A. Lean/Rich Exchanger
The lean/rich exchanger cools the lean amine while heating the rich amine feeding the stripper tower. The amine should not be heated more than the temperature at which H2S starts vaporizing out of the rich amine at the tower feed pressure. This can usually be accomplished in two AEU or BEU shells in series. The rich amine is usually on the tube side, and the lean amine is on the shell side. Some tail gas units have hairpin or plate & frame lean/rich exchangers.
B. Stripper Tower
On average, the stripper tower has about 24 valve trays below the rich amine feed and three valve trays above the rich amine feed. The number of trays below the feed can range from 20 to 30, and the number of trays above the feed can range from two to four. Common tray spacing is 24”. A chimney tray or trap-out pan below the bottom tray collects feed to the reboiler. The average height of a stripper tower is about 70 feet from seam to seam. Rich amine traveling down the trays is heated by hot gas (mostly steam) rising from the reboiler. Acid gas and steam rising above the feed are washed by sour reflux water proceeding down the trays, which reduces amine loss to the tower overhead.

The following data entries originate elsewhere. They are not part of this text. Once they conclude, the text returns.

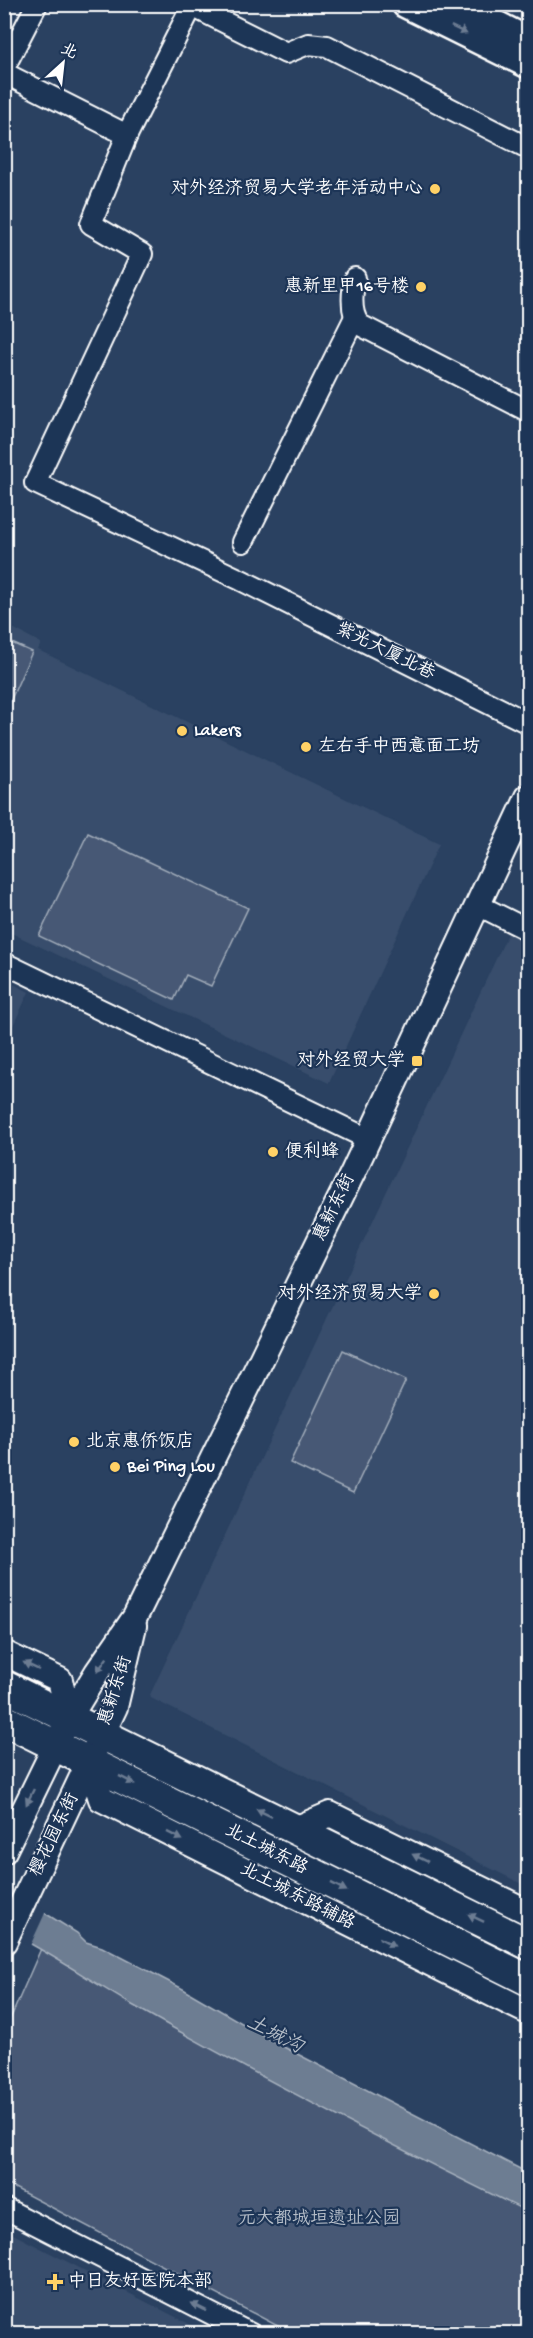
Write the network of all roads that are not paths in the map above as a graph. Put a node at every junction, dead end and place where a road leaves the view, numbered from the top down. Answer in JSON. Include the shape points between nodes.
{"nodes":[{"id":1,"x":36,"y":4,"type":"edge"},
{"id":2,"x":406,"y":4,"type":"edge"},
{"id":3,"x":454,"y":4,"type":"edge"},
{"id":4,"x":193,"y":5,"type":"edge"},
{"id":5,"x":528,"y":40,"type":"edge"},
{"id":6,"x":528,"y":64,"type":"edge"},
{"id":7,"x":4,"y":68,"type":"edge"},
{"id":8,"x":4,"y":73,"type":"edge"},
{"id":9,"x":127,"y":135,"type":"junction"},
{"id":10,"x":528,"y":148,"type":"edge"},
{"id":11,"x":355,"y":278,"type":"dead end"},
{"id":12,"x":354,"y":319,"type":"junction"},
{"id":13,"x":528,"y":411,"type":"edge"},
{"id":14,"x":243,"y":542,"type":"dead end"},
{"id":15,"x":528,"y":723,"type":"edge"},
{"id":16,"x":528,"y":797,"type":"edge"},
{"id":17,"x":478,"y":905,"type":"junction"},
{"id":18,"x":528,"y":930,"type":"edge"},
{"id":19,"x":4,"y":963,"type":"edge"},
{"id":20,"x":368,"y":1139,"type":"junction"},
{"id":21,"x":135,"y":1617,"type":"junction"},
{"id":22,"x":4,"y":1653,"type":"edge"},
{"id":23,"x":4,"y":1686,"type":"edge"},
{"id":24,"x":69,"y":1718,"type":"junction"},
{"id":25,"x":4,"y":1720,"type":"edge"},
{"id":26,"x":102,"y":1734,"type":"junction"},
{"id":27,"x":56,"y":1745,"type":"junction"},
{"id":28,"x":89,"y":1762,"type":"junction"},
{"id":29,"x":295,"y":1829,"type":"junction"},
{"id":30,"x":5,"y":1850,"type":"edge"},
{"id":31,"x":528,"y":1912,"type":"edge"},
{"id":32,"x":4,"y":1942,"type":"edge"},
{"id":33,"x":528,"y":1944,"type":"edge"},
{"id":34,"x":528,"y":1980,"type":"edge"},
{"id":35,"x":528,"y":2012,"type":"edge"},
{"id":36,"x":4,"y":2208,"type":"edge"},
{"id":37,"x":251,"y":2334,"type":"edge"}],
"edges":[{"from":1,"to":7,"type":"street"},
{"from":2,"to":6,"type":"main road","one_way":true},
{"from":3,"to":5,"type":"main road"},
{"from":4,"to":9,"type":"street"},
{"from":4,"to":10,"type":"street","via":[[286,53],[308,44],[327,46]]},
{"from":8,"to":9,"type":"street"},
{"from":9,"to":15,"type":"street","name":"紫光大厦北巷","via":[[91,224],[142,255],[35,483]]},
{"from":11,"to":12,"type":"street"},
{"from":12,"to":13,"type":"street"},
{"from":12,"to":14,"type":"street"},
{"from":16,"to":17,"type":"street","name":"惠新东街"},
{"from":17,"to":18,"type":"street"},
{"from":17,"to":20,"type":"street","name":"惠新东街"},
{"from":19,"to":20,"type":"street"},
{"from":20,"to":21,"type":"street","name":"惠新东街"},
{"from":21,"to":24,"type":"street","name":"惠新东街","one_way":true},
{"from":21,"to":26,"type":"street","name":"惠新东街","via":[[115,1707]]},
{"from":24,"to":22,"type":"street","one_way":true,"via":[[60,1680]]},
{"from":23,"to":24,"type":"main road","name":"北土城东路"},
{"from":24,"to":26,"type":"main road","name":"北土城东路"},
{"from":24,"to":27,"type":"street","name":"惠新东街"},
{"from":25,"to":27,"type":"main road","name":"北土城东路"},
{"from":26,"to":28,"type":"street","name":"惠新东街"},
{"from":29,"to":26,"type":"main road","name":"北土城东路","one_way":true},
{"from":27,"to":28,"type":"main road","name":"北土城东路"},
{"from":27,"to":30,"type":"street","one_way":true},
{"from":28,"to":32,"type":"street","name":"樱花园东街"},
{"from":28,"to":34,"type":"main road","name":"北土城东路","one_way":true},
{"from":28,"to":35,"type":"street","name":"北土城东路辅路","one_way":true,"via":[[101,1799]]},
{"from":31,"to":29,"type":"street","one_way":true,"via":[[330,1814]]},
{"from":33,"to":29,"type":"main road","name":"北土城东路","one_way":true},
{"from":37,"to":36,"type":"street","one_way":true}]}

C. Overhead Condenser, Reflux Drum and Reflux Pump
Hot vapor (acid gas and steam) from the top of the stripper tower goes to the overhead condenser, which can be cooled by either air or water. Steam condenses to sour water during cooling in the overhead condenser. A two-phase stream exits the condenser and enters the reflux drum, where it is separated. The acid gas goes overhead to be recycled to the sulfur plant. The sour water out of the reflux drum is pumped back to the stripper as reflux. Usually, about 1% to 2% of the reflux is purged to limit the buildup of impurities and lighter amine degradation products.
D. Reboiler
Hot amine from the stripper tower bottom tray goes to the reboiler. Generally, 45 to 60 psig steam supplies heat to the reboiler at a rate of 850 to 1000 btu per gallon of amine circulated. The above flow diagram indicates a kettle reboiler (AKU or BKU), where vapor from the reboiler shell (mostly steam) enters the stripper below the chimney tray and liquid from the reboiler shell enters the tower bottom below the liquid level. Other reboiler types used in tail gas units are horizontal thermosyphons with steam in the tubes and vertical thermosyphons with steam in the shell. Thermosyphon reboilers in amine regeneration service should be fed all the liquid from the bottom tray, and they return a two-phase outlet stream to the stripper tower below the bottom tray. That is a “once-through” configuration, meaning no liquid out of the reboiler is added back into the reboiler feed. The sizing of the thermosyphon reboiler and piping must result in a pressure drop low enough to ensure that no liquid bypasses the reboiler. Such bypassing results when the amine backs up and overflows the bottom trap-out tray or the chimney tray’s chimney.
E. Lean Amine Pump
The above flow diagram shows the lean amine pump taking suction from the bottom of the stripper tower. The bottom of the stripper is a 255°F – 260°F bubble point liquid. Such pumps with adequate NPSH and metallurgy can serve well and have low maintenance. Some lean amine pumps take suction from the lean/rich exchanger shell outlet.
F. Lean Amine Cooler
The lean amine cooler can be air-cooled, water-cooled, or air-cooled followed by a water trim cooler. Keep in mind that a lower lean amine temperature will result in a lower residual H2S content of the absorber overhead. Also, a lower lean amine temperature usually results in better selectivity (less co-absorbed CO2). However, the lean amine should be no cooler than about 80°F. Higher liquid viscosity and other factors can slow H2S absorption at lower temperatures.